* _WHAT THE TASK ASKS_: The records that follow are to be repeated exactly, without any pictures.

*** DATASET EXCERPTS ***

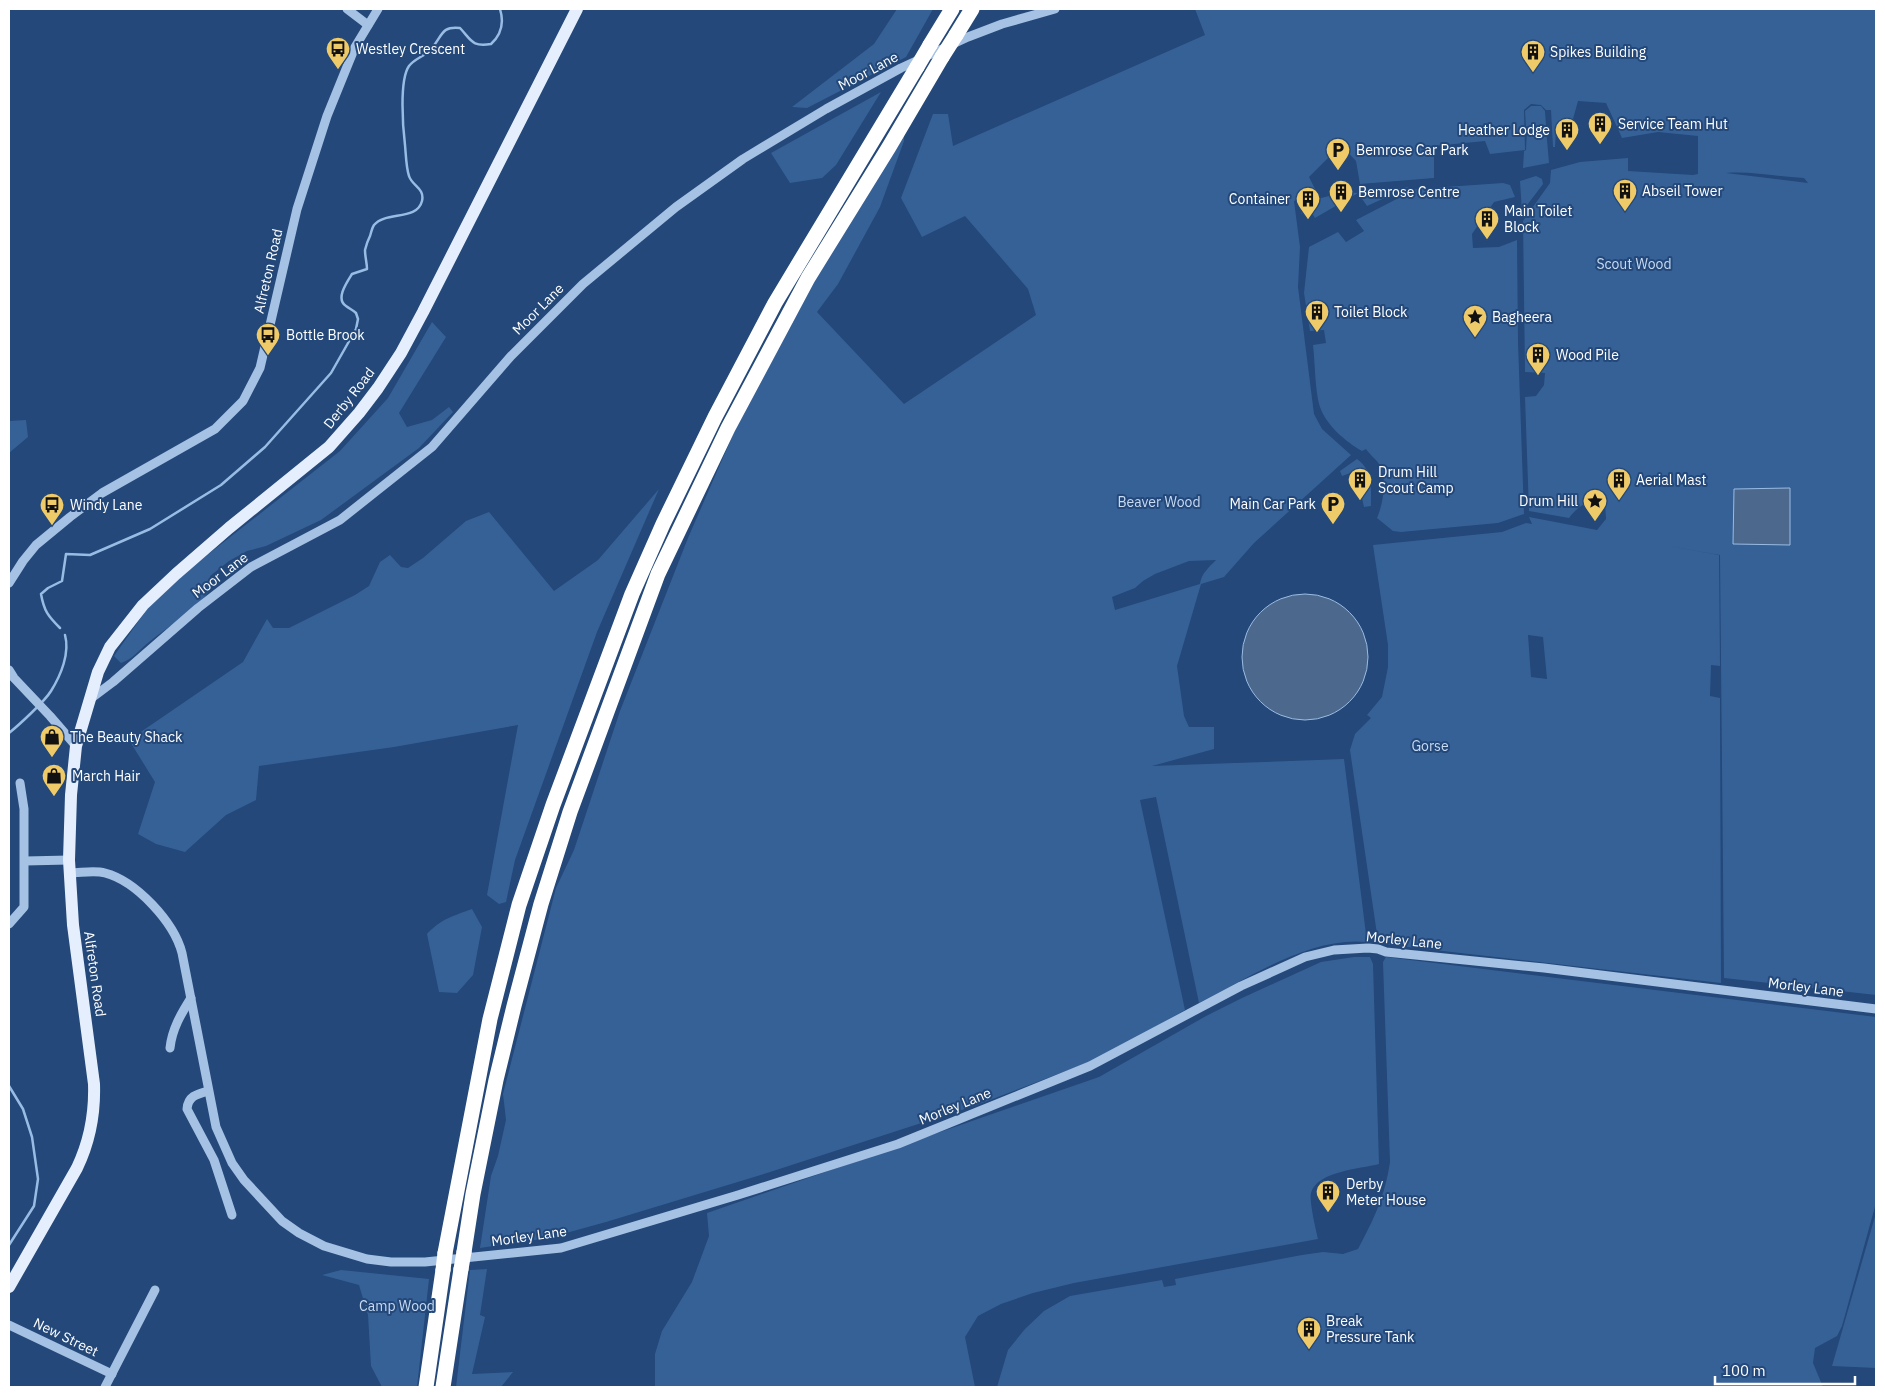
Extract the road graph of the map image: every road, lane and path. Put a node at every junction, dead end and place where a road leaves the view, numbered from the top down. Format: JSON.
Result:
{"nodes":[{"id":1,"x":347,"y":9,"type":"edge"},
{"id":2,"x":378,"y":9,"type":"edge"},
{"id":3,"x":577,"y":9,"type":"edge"},
{"id":4,"x":952,"y":9,"type":"edge"},
{"id":5,"x":972,"y":9,"type":"edge"},
{"id":6,"x":1055,"y":9,"type":"edge"},
{"id":7,"x":368,"y":25,"type":"junction"},
{"id":8,"x":10,"y":577,"type":"edge"},
{"id":9,"x":11,"y":674,"type":"edge"},
{"id":10,"x":89,"y":700,"type":"junction"},
{"id":11,"x":76,"y":746,"type":"junction"},
{"id":12,"x":20,"y":783,"type":"dead end"},
{"id":13,"x":69,"y":860,"type":"junction"},
{"id":14,"x":25,"y":861,"type":"junction"},
{"id":15,"x":70,"y":873,"type":"junction"},
{"id":16,"x":9,"y":924,"type":"edge"},
{"id":17,"x":191,"y":998,"type":"junction"},
{"id":18,"x":1876,"y":1009,"type":"edge"},
{"id":19,"x":170,"y":1048,"type":"dead end"},
{"id":20,"x":208,"y":1091,"type":"junction"},
{"id":21,"x":232,"y":1214,"type":"dead end"},
{"id":22,"x":9,"y":1287,"type":"edge"},
{"id":23,"x":155,"y":1290,"type":"dead end"},
{"id":24,"x":9,"y":1325,"type":"edge"},
{"id":25,"x":112,"y":1374,"type":"junction"},
{"id":26,"x":105,"y":1387,"type":"edge"},
{"id":27,"x":426,"y":1387,"type":"edge"},
{"id":28,"x":443,"y":1387,"type":"edge"}],
"edges":[{"from":1,"to":7,"type":"street"},
{"from":2,"to":7,"type":"street","name":"Alfreton Road"},
{"from":3,"to":10,"type":"main road","name":"Derby Road"},
{"from":4,"to":27,"type":"highway","bridge":true},
{"from":5,"to":28,"type":"highway","bridge":true},
{"from":6,"to":10,"type":"street","name":"Moor Lane"},
{"from":7,"to":8,"type":"street","name":"Alfreton Road"},
{"from":9,"to":11,"type":"street"},
{"from":10,"to":11,"type":"main road","name":"Derby Road"},
{"from":11,"to":13,"type":"main road","name":"Alfreton Road"},
{"from":12,"to":14,"type":"street"},
{"from":13,"to":14,"type":"street"},
{"from":13,"to":15,"type":"main road","name":"Alfreton Road"},
{"from":14,"to":16,"type":"street"},
{"from":15,"to":17,"type":"street","name":"Morley Lane"},
{"from":15,"to":22,"type":"main road","name":"Alfreton Road"},
{"from":17,"to":19,"type":"street"},
{"from":17,"to":20,"type":"street","name":"Morley Lane"},
{"from":18,"to":20,"type":"street","name":"Morley Lane"},
{"from":20,"to":21,"type":"street"},
{"from":23,"to":25,"type":"street"},
{"from":24,"to":25,"type":"street","name":"New Street"},
{"from":25,"to":26,"type":"street"}]}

*** End of DATASET EXCERPTS ***

* _ANSWER BELOW_:
Extract the road graph of the map image: every road, lane and path. Put a node at every junction, dead end and place where a road leaves the view, numbered from the top down. Format: JSON.
Result:
{"nodes":[{"id":1,"x":347,"y":9,"type":"edge"},
{"id":2,"x":378,"y":9,"type":"edge"},
{"id":3,"x":577,"y":9,"type":"edge"},
{"id":4,"x":952,"y":9,"type":"edge"},
{"id":5,"x":972,"y":9,"type":"edge"},
{"id":6,"x":1055,"y":9,"type":"edge"},
{"id":7,"x":368,"y":25,"type":"junction"},
{"id":8,"x":10,"y":577,"type":"edge"},
{"id":9,"x":11,"y":674,"type":"edge"},
{"id":10,"x":89,"y":700,"type":"junction"},
{"id":11,"x":76,"y":746,"type":"junction"},
{"id":12,"x":20,"y":783,"type":"dead end"},
{"id":13,"x":69,"y":860,"type":"junction"},
{"id":14,"x":25,"y":861,"type":"junction"},
{"id":15,"x":70,"y":873,"type":"junction"},
{"id":16,"x":9,"y":924,"type":"edge"},
{"id":17,"x":191,"y":998,"type":"junction"},
{"id":18,"x":1876,"y":1009,"type":"edge"},
{"id":19,"x":170,"y":1048,"type":"dead end"},
{"id":20,"x":208,"y":1091,"type":"junction"},
{"id":21,"x":232,"y":1214,"type":"dead end"},
{"id":22,"x":9,"y":1287,"type":"edge"},
{"id":23,"x":155,"y":1290,"type":"dead end"},
{"id":24,"x":9,"y":1325,"type":"edge"},
{"id":25,"x":112,"y":1374,"type":"junction"},
{"id":26,"x":105,"y":1387,"type":"edge"},
{"id":27,"x":426,"y":1387,"type":"edge"},
{"id":28,"x":443,"y":1387,"type":"edge"}],
"edges":[{"from":1,"to":7,"type":"street"},
{"from":2,"to":7,"type":"street","name":"Alfreton Road"},
{"from":3,"to":10,"type":"main road","name":"Derby Road"},
{"from":4,"to":27,"type":"highway","bridge":true},
{"from":5,"to":28,"type":"highway","bridge":true},
{"from":6,"to":10,"type":"street","name":"Moor Lane"},
{"from":7,"to":8,"type":"street","name":"Alfreton Road"},
{"from":9,"to":11,"type":"street"},
{"from":10,"to":11,"type":"main road","name":"Derby Road"},
{"from":11,"to":13,"type":"main road","name":"Alfreton Road"},
{"from":12,"to":14,"type":"street"},
{"from":13,"to":14,"type":"street"},
{"from":13,"to":15,"type":"main road","name":"Alfreton Road"},
{"from":14,"to":16,"type":"street"},
{"from":15,"to":17,"type":"street","name":"Morley Lane"},
{"from":15,"to":22,"type":"main road","name":"Alfreton Road"},
{"from":17,"to":19,"type":"street"},
{"from":17,"to":20,"type":"street","name":"Morley Lane"},
{"from":18,"to":20,"type":"street","name":"Morley Lane"},
{"from":20,"to":21,"type":"street"},
{"from":23,"to":25,"type":"street"},
{"from":24,"to":25,"type":"street","name":"New Street"},
{"from":25,"to":26,"type":"street"}]}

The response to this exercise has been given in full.